Gather every line of the entries that includes the word "Jocs".

Saved data entries:
**********

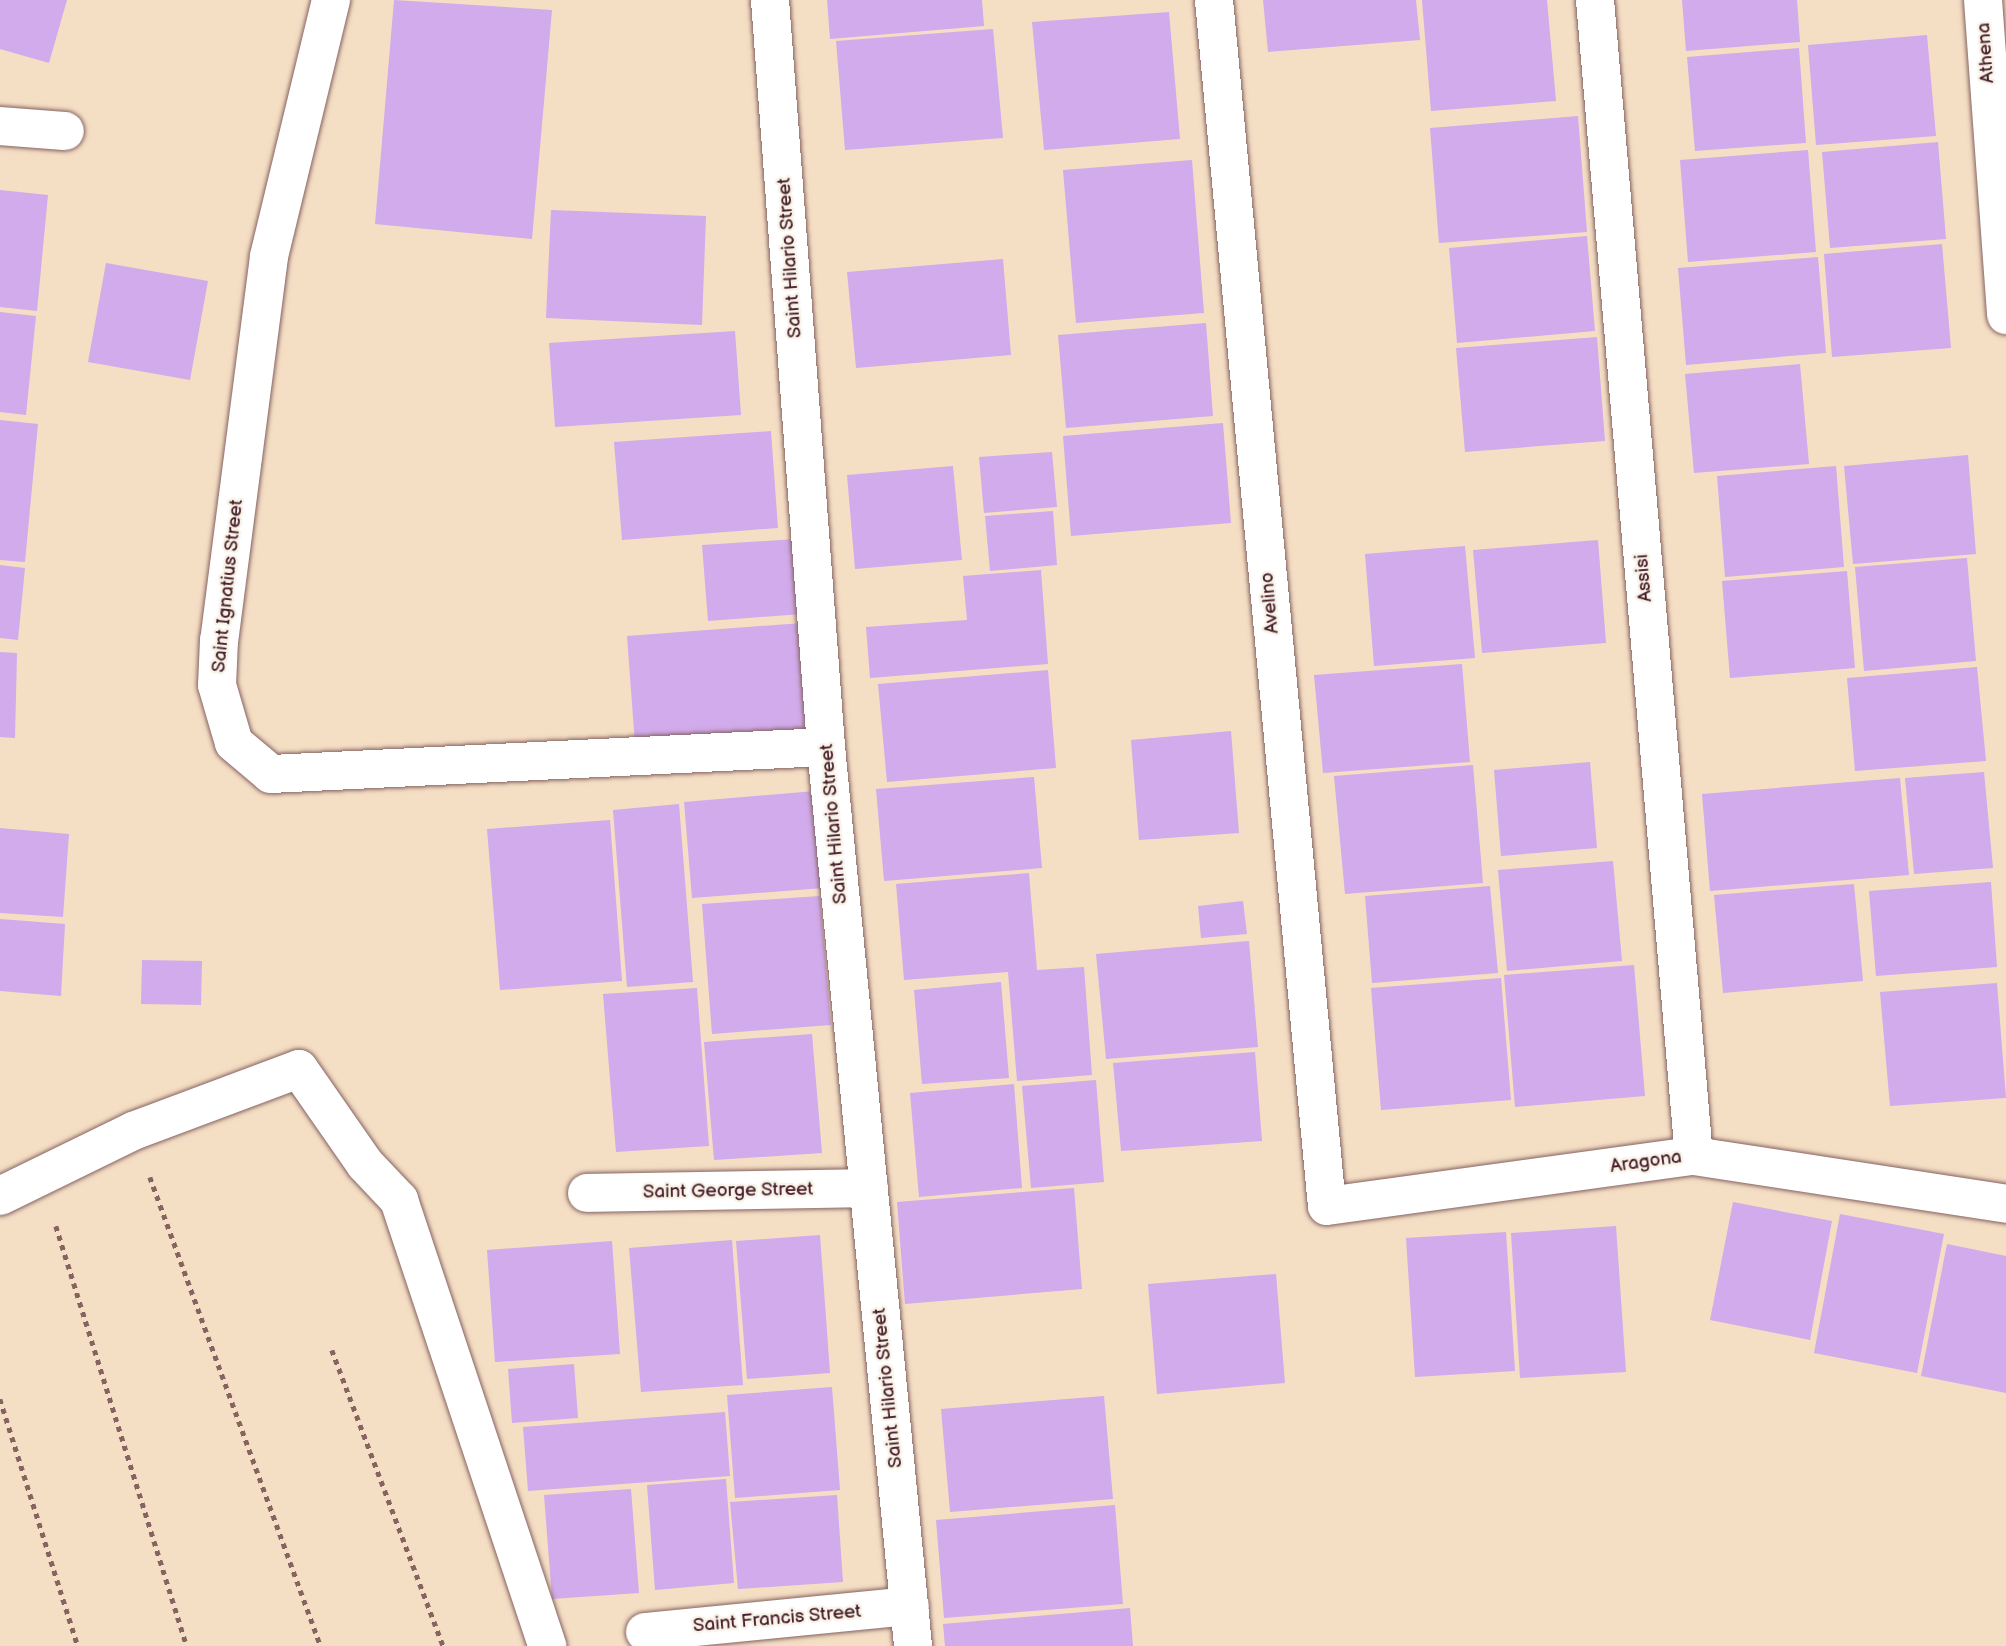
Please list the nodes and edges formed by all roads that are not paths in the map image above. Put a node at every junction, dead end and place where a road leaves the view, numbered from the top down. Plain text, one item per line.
1 (331, 0) edge
2 (770, 0) edge
3 (1213, 0) edge
4 (1595, 0) edge
5 (1983, 0) edge
6 (1998, 116) edge
7 (0, 126) edge
8 (65, 131) dead end
9 (2006, 315) edge
10 (826, 747) junction
11 (1694, 1156) junction
12 (869, 1188) junction
13 (587, 1194) dead end
14 (0, 1196) edge
15 (2006, 1204) edge
16 (1327, 1206) joint
17 (910, 1606) junction
18 (645, 1632) dead end
19 (547, 1646) edge
20 (913, 1646) edge

1 - 10 street, Saint Ignatius Street
2 - 10 street, Saint Hilario Street
3 - 16 street, Avelino
4 - 11 street, Assisi
5 - 6 street, Athena
6 - 9 street, Athena
7 - 8 street
10 - 12 street, Saint Hilario Street
11 - 15 street, Aragona
11 - 16 street, Aragona
12 - 13 street, Saint George Street
12 - 17 street, Saint Hilario Street
14 - 19 street
17 - 18 street, Saint Francis Street
17 - 20 street, Saint Hilario Street

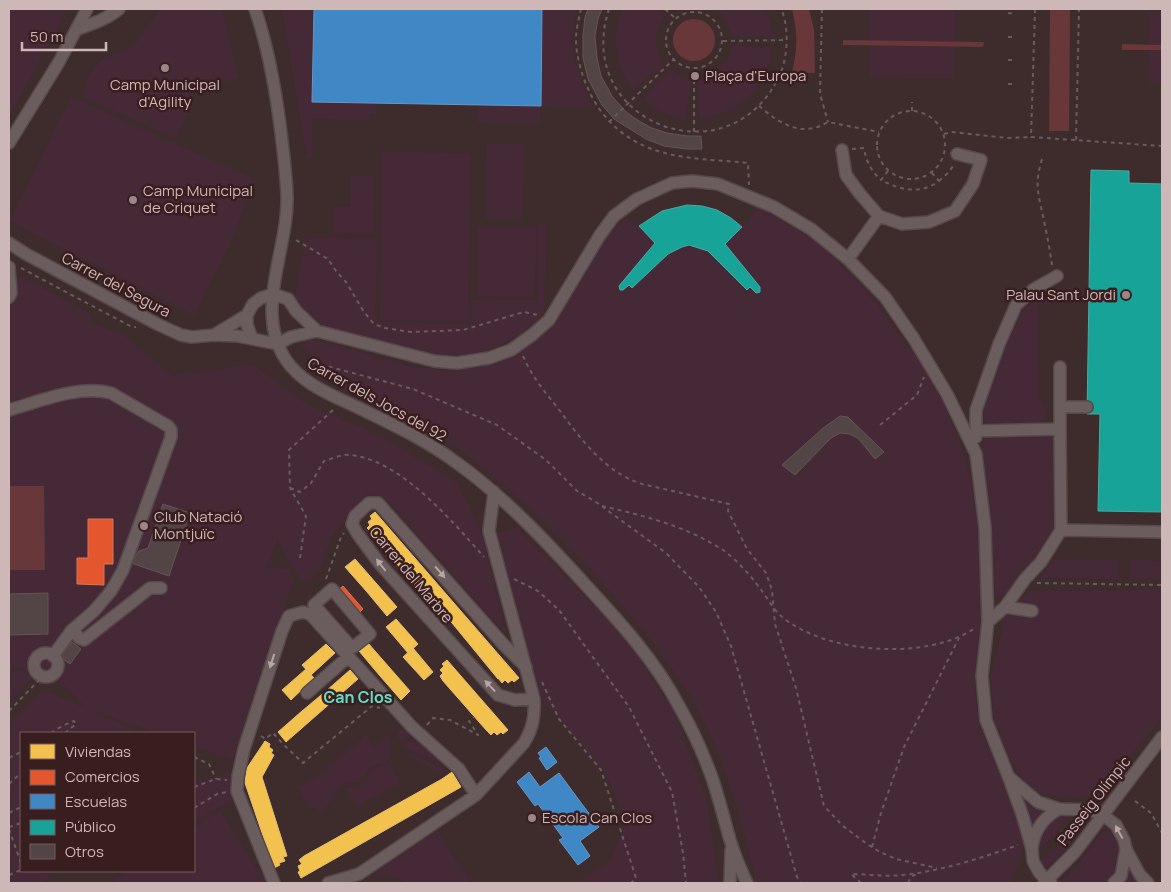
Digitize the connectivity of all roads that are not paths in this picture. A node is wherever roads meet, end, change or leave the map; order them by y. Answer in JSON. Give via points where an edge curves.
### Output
{"nodes":[{"id":1,"x":87,"y":9,"type":"edge"},
{"id":2,"x":119,"y":9,"type":"edge"},
{"id":3,"x":255,"y":9,"type":"edge"},
{"id":4,"x":264,"y":9,"type":"edge"},
{"id":5,"x":78,"y":29,"type":"junction"},
{"id":6,"x":265,"y":37,"type":"junction"},
{"id":7,"x":9,"y":143,"type":"edge"},
{"id":8,"x":842,"y":150,"type":"road end"},
{"id":9,"x":956,"y":157,"type":"road end"},
{"id":10,"x":879,"y":216,"type":"junction"},
{"id":11,"x":9,"y":243,"type":"edge"},
{"id":12,"x":848,"y":259,"type":"junction"},
{"id":13,"x":12,"y":267,"type":"edge"},
{"id":14,"x":1056,"y":277,"type":"road end"},
{"id":15,"x":273,"y":294,"type":"junction"},
{"id":16,"x":9,"y":297,"type":"edge"},
{"id":17,"x":296,"y":311,"type":"junction"},
{"id":18,"x":247,"y":315,"type":"junction"},
{"id":19,"x":317,"y":331,"type":"junction"},
{"id":20,"x":214,"y":335,"type":"junction"},
{"id":21,"x":291,"y":337,"type":"junction"},
{"id":22,"x":252,"y":338,"type":"junction"},
{"id":23,"x":278,"y":344,"type":"junction"},
{"id":24,"x":1060,"y":367,"type":"dead end"},
{"id":25,"x":1060,"y":407,"type":"junction"},
{"id":26,"x":1088,"y":407,"type":"dead end"},
{"id":27,"x":9,"y":410,"type":"edge"},
{"id":28,"x":1060,"y":429,"type":"junction"},
{"id":29,"x":976,"y":431,"type":"junction"},
{"id":30,"x":976,"y":454,"type":"junction"},
{"id":31,"x":494,"y":492,"type":"junction"},
{"id":32,"x":1061,"y":530,"type":"junction"},
{"id":33,"x":1162,"y":532,"type":"edge"},
{"id":34,"x":161,"y":588,"type":"dead end"},
{"id":35,"x":314,"y":604,"type":"joint"},
{"id":36,"x":1004,"y":608,"type":"junction"},
{"id":37,"x":1032,"y":611,"type":"dead end"},
{"id":38,"x":983,"y":624,"type":"junction"},
{"id":39,"x":73,"y":629,"type":"junction"},
{"id":40,"x":53,"y":656,"type":"junction"},
{"id":41,"x":348,"y":657,"type":"junction"},
{"id":42,"x":526,"y":667,"type":"junction"},
{"id":43,"x":307,"y":692,"type":"dead end"},
{"id":44,"x":534,"y":699,"type":"junction"},
{"id":45,"x":997,"y":707,"type":"dead end"},
{"id":46,"x":985,"y":708,"type":"junction"},
{"id":47,"x":1162,"y":737,"type":"edge"},
{"id":48,"x":1010,"y":778,"type":"junction"},
{"id":49,"x":476,"y":795,"type":"junction"},
{"id":50,"x":1059,"y":810,"type":"junction"},
{"id":51,"x":1103,"y":814,"type":"junction"},
{"id":52,"x":731,"y":843,"type":"junction"},
{"id":53,"x":1029,"y":846,"type":"junction"},
{"id":54,"x":1126,"y":850,"type":"junction"},
{"id":55,"x":1047,"y":882,"type":"edge"},
{"id":56,"x":274,"y":883,"type":"edge"},
{"id":57,"x":328,"y":883,"type":"edge"},
{"id":58,"x":730,"y":883,"type":"edge"},
{"id":59,"x":746,"y":883,"type":"edge"},
{"id":60,"x":1114,"y":883,"type":"edge"},
{"id":61,"x":1148,"y":883,"type":"edge"}],
"edges":[{"from":1,"to":5,"type":"street"},
{"from":2,"to":5,"type":"street"},
{"from":3,"to":6,"type":"street"},
{"from":4,"to":6,"type":"street"},
{"from":5,"to":7,"type":"street"},
{"from":6,"to":15,"type":"street","name":"Carrer dels Jocs del 92","via":[[279,116],[287,196]]},
{"from":8,"to":10,"type":"street","via":[[846,175]]},
{"from":9,"to":10,"type":"street","via":[[981,160],[973,184],[955,211],[929,222],[902,224]]},
{"from":10,"to":12,"type":"street"},
{"from":11,"to":20,"type":"street","name":"Carrer del Segura","via":[[181,335]]},
{"from":12,"to":19,"type":"street","via":[[811,229],[774,207],[718,184],[692,180],[672,183],[637,199],[614,216],[549,320],[512,350],[490,358],[457,363],[434,361]]},
{"from":12,"to":30,"type":"street","via":[[885,297],[914,339],[947,394]]},
{"from":13,"to":16,"type":"street"},
{"from":14,"to":29,"type":"street","via":[[1016,305],[976,410]]},
{"from":15,"to":17,"type":"street","via":[[288,299]]},
{"from":15,"to":18,"type":"street","name":"Carrer del Segura","via":[[253,304]]},
{"from":15,"to":23,"type":"street","name":"Carrer dels Jocs del 92","via":[[273,329]]},
{"from":17,"to":19,"type":"street"},
{"from":17,"to":21,"type":"street","via":[[298,324]]},
{"from":18,"to":20,"type":"street","name":"Carrer del Segura"},
{"from":18,"to":22,"type":"street"},
{"from":19,"to":21,"type":"street"},
{"from":20,"to":22,"type":"street","name":"Carrer del Segura"},
{"from":21,"to":23,"type":"street"},
{"from":22,"to":23,"type":"street","name":"Carrer del Segura"},
{"from":23,"to":31,"type":"street","name":"Carrer dels Jocs del 92","via":[[298,375],[411,433]]},
{"from":24,"to":25,"type":"street"},
{"from":25,"to":26,"type":"street"},
{"from":25,"to":28,"type":"street"},
{"from":27,"to":39,"type":"street","via":[[66,394],[101,390],[171,430],[123,570],[94,611]]},
{"from":28,"to":29,"type":"street"},
{"from":28,"to":32,"type":"street"},
{"from":29,"to":30,"type":"street"},
{"from":30,"to":38,"type":"street","via":[[985,527]]},
{"from":31,"to":42,"type":"street","via":[[489,531]]},
{"from":31,"to":52,"type":"street","name":"Carrer dels Jocs del 92","via":[[561,558],[651,662],[679,705],[711,773]]},
{"from":32,"to":33,"type":"street"},
{"from":32,"to":36,"type":"street","via":[[1041,562]]},
{"from":34,"to":39,"type":"street","via":[[150,588],[84,640]]},
{"from":35,"to":35,"type":"street","via":[[332,589],[370,634],[352,648]]},
{"from":36,"to":37,"type":"street"},
{"from":36,"to":38,"type":"street"},
{"from":38,"to":46,"type":"street"},
{"from":39,"to":40,"type":"street"},
{"from":40,"to":40,"type":"street","via":[[42,654],[35,661],[35,669],[43,676],[51,676],[56,670]]},
{"from":41,"to":43,"type":"street"},
{"from":41,"to":49,"type":"street","via":[[412,727],[459,769]]},
{"from":41,"to":56,"type":"street","one_way":true,"via":[[311,615],[302,612],[289,616],[244,749],[237,791]]},
{"from":42,"to":44,"type":"street"},
{"from":44,"to":42,"type":"street","name":"Carrer del Marbre","one_way":true,"via":[[515,700],[498,694],[378,563],[352,524],[355,516],[369,503],[378,503]]},
{"from":44,"to":49,"type":"street","via":[[535,718],[524,743]]},
{"from":45,"to":46,"type":"street"},
{"from":46,"to":48,"type":"street","via":[[986,720]]},
{"from":47,"to":51,"type":"street","name":"Passeig Olímpic"},
{"from":48,"to":50,"type":"street","via":[[1038,802]]},
{"from":48,"to":53,"type":"street"},
{"from":49,"to":57,"type":"street","via":[[352,877]]},
{"from":50,"to":51,"type":"street","via":[[1090,810]]},
{"from":50,"to":53,"type":"street","via":[[1038,827]]},
{"from":54,"to":51,"type":"street","one_way":true,"via":[[1116,825]]},
{"from":51,"to":55,"type":"street","name":"Passeig Olímpic"},
{"from":52,"to":58,"type":"street"},
{"from":52,"to":59,"type":"street"},
{"from":53,"to":55,"type":"street","via":[[1033,861]]},
{"from":54,"to":60,"type":"street","via":[[1120,876]]},
{"from":54,"to":61,"type":"street"}]}
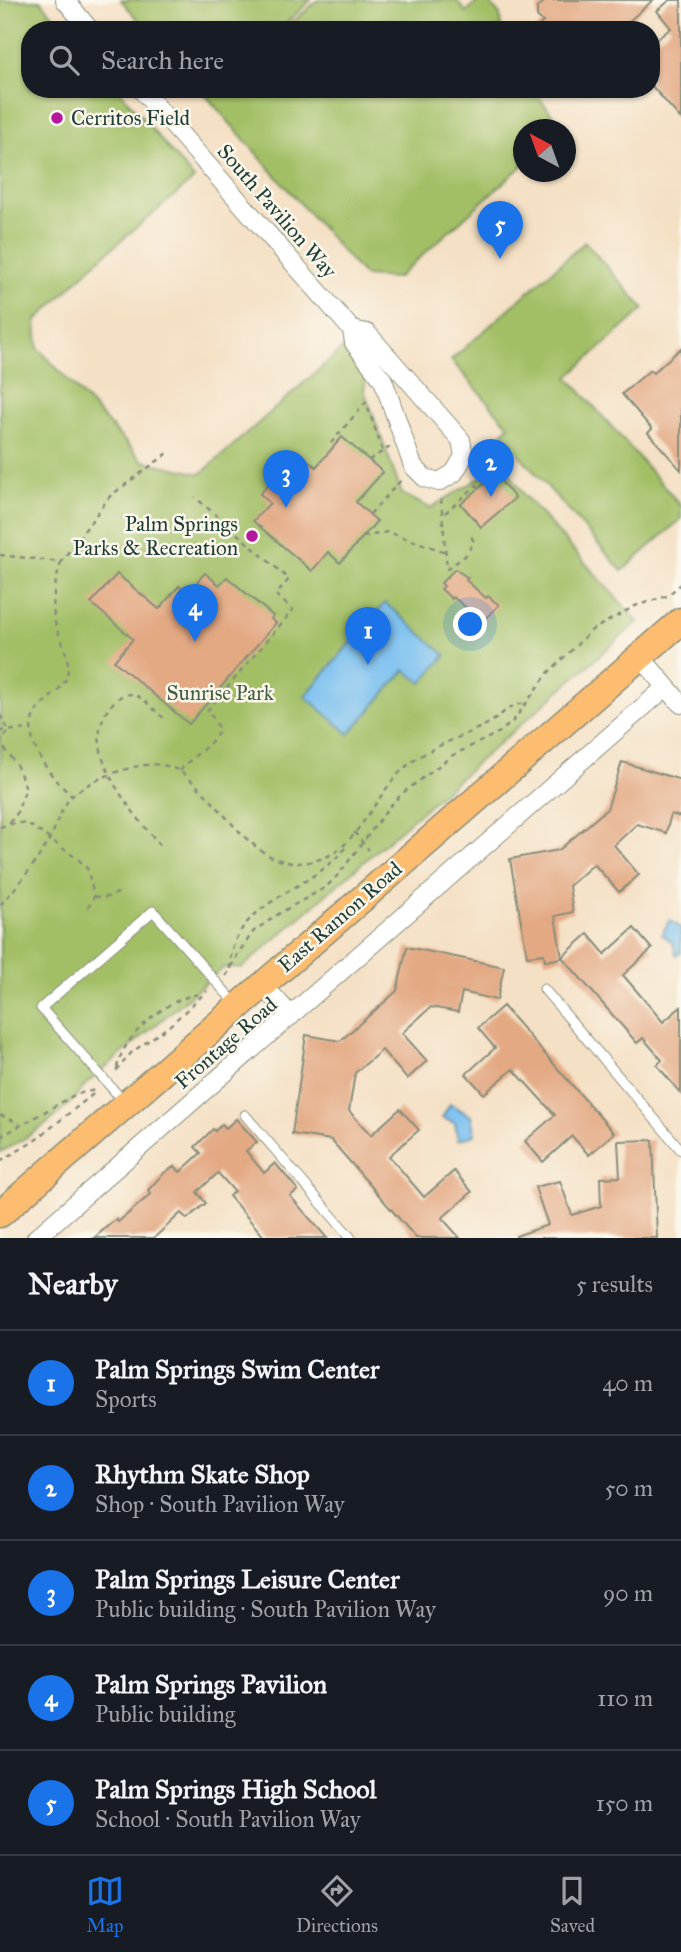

**********

→ **Answer**:
{"from":6,"to":15,"type":"street","name":"Carrer dels Jocs del 92","via":[[279,116],[287,196]]},
{"from":15,"to":23,"type":"street","name":"Carrer dels Jocs del 92","via":[[273,329]]},
{"from":23,"to":31,"type":"street","name":"Carrer dels Jocs del 92","via":[[298,375],[411,433]]},
{"from":31,"to":52,"type":"street","name":"Carrer dels Jocs del 92","via":[[561,558],[651,662],[679,705],[711,773]]},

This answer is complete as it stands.